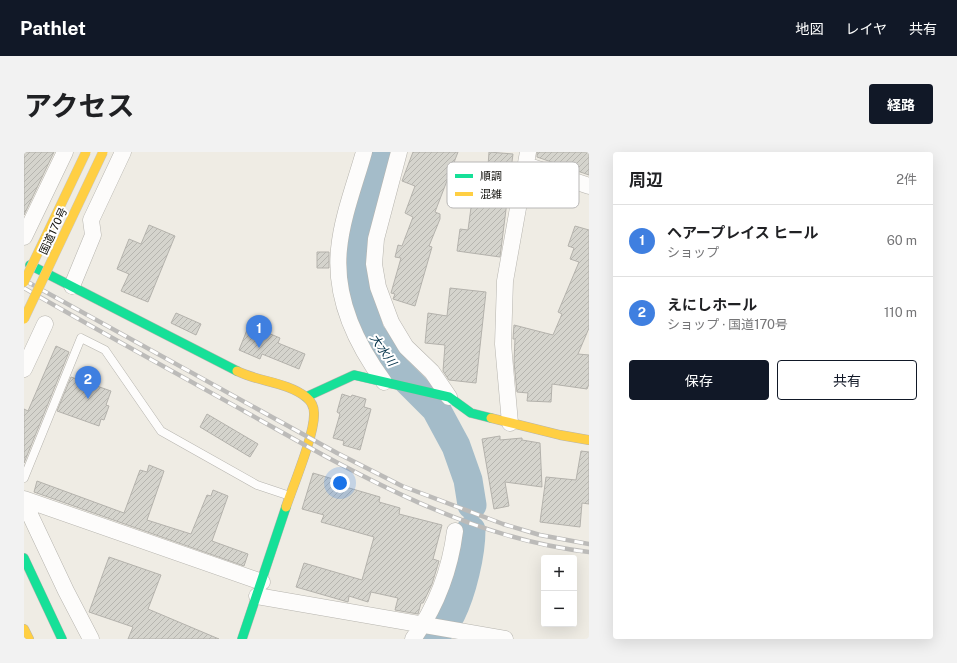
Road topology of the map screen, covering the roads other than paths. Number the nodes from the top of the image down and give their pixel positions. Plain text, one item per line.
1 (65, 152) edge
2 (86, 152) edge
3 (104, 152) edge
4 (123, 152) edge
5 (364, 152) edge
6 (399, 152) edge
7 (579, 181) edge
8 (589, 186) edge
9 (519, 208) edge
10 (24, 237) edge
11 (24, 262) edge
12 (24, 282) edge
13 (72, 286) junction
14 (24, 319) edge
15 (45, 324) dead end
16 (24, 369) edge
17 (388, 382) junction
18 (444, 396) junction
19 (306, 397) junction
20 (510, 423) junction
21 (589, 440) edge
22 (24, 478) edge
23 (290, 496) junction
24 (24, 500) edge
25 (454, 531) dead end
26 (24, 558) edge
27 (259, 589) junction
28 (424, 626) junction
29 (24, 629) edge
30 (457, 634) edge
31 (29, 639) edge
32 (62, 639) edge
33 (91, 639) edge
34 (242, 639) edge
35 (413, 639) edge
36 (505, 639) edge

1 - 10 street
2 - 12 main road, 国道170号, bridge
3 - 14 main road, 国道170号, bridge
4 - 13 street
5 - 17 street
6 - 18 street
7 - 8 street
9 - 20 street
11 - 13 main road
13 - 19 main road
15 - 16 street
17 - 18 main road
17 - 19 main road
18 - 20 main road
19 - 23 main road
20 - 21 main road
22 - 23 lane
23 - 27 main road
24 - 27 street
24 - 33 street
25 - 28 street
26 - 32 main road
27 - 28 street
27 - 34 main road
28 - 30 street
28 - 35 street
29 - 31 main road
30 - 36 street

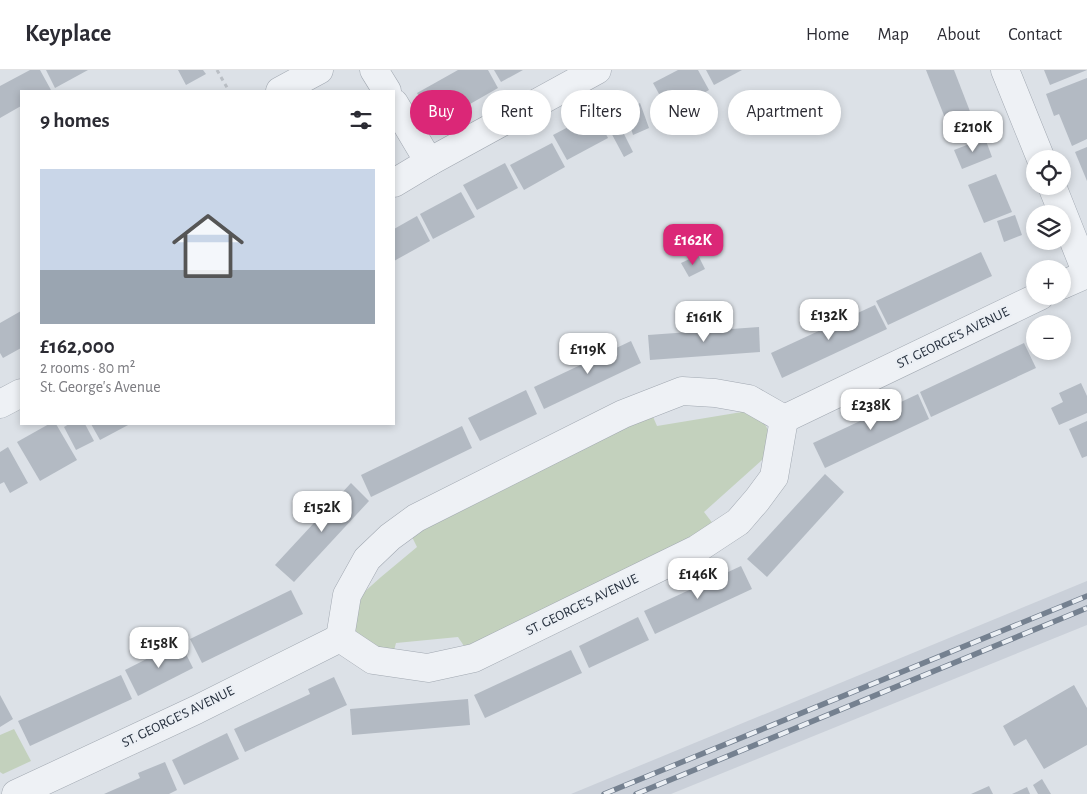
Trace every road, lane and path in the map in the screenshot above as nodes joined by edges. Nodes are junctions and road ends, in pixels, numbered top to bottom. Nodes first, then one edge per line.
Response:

Your assignment.
Print out the complete listing above exactly, dropping each image.

Answer to this exercise.
Road topology of the map screen, covering the roads other than paths. Number the nodes from the top of the image down and give their pixel positions. Plain text, one item per line.
1 (65, 152) edge
2 (86, 152) edge
3 (104, 152) edge
4 (123, 152) edge
5 (364, 152) edge
6 (399, 152) edge
7 (579, 181) edge
8 (589, 186) edge
9 (519, 208) edge
10 (24, 237) edge
11 (24, 262) edge
12 (24, 282) edge
13 (72, 286) junction
14 (24, 319) edge
15 (45, 324) dead end
16 (24, 369) edge
17 (388, 382) junction
18 (444, 396) junction
19 (306, 397) junction
20 (510, 423) junction
21 (589, 440) edge
22 (24, 478) edge
23 (290, 496) junction
24 (24, 500) edge
25 (454, 531) dead end
26 (24, 558) edge
27 (259, 589) junction
28 (424, 626) junction
29 (24, 629) edge
30 (457, 634) edge
31 (29, 639) edge
32 (62, 639) edge
33 (91, 639) edge
34 (242, 639) edge
35 (413, 639) edge
36 (505, 639) edge

1 - 10 street
2 - 12 main road, 国道170号, bridge
3 - 14 main road, 国道170号, bridge
4 - 13 street
5 - 17 street
6 - 18 street
7 - 8 street
9 - 20 street
11 - 13 main road
13 - 19 main road
15 - 16 street
17 - 18 main road
17 - 19 main road
18 - 20 main road
19 - 23 main road
20 - 21 main road
22 - 23 lane
23 - 27 main road
24 - 27 street
24 - 33 street
25 - 28 street
26 - 32 main road
27 - 28 street
27 - 34 main road
28 - 30 street
28 - 35 street
29 - 31 main road
30 - 36 street

Trace every road, lane and path in the map in the screenshot above as nodes joined by edges. Nodes are junctions and road ends, in pixels, numbered top to bottom. Nodes first, then one edge per line.
Response:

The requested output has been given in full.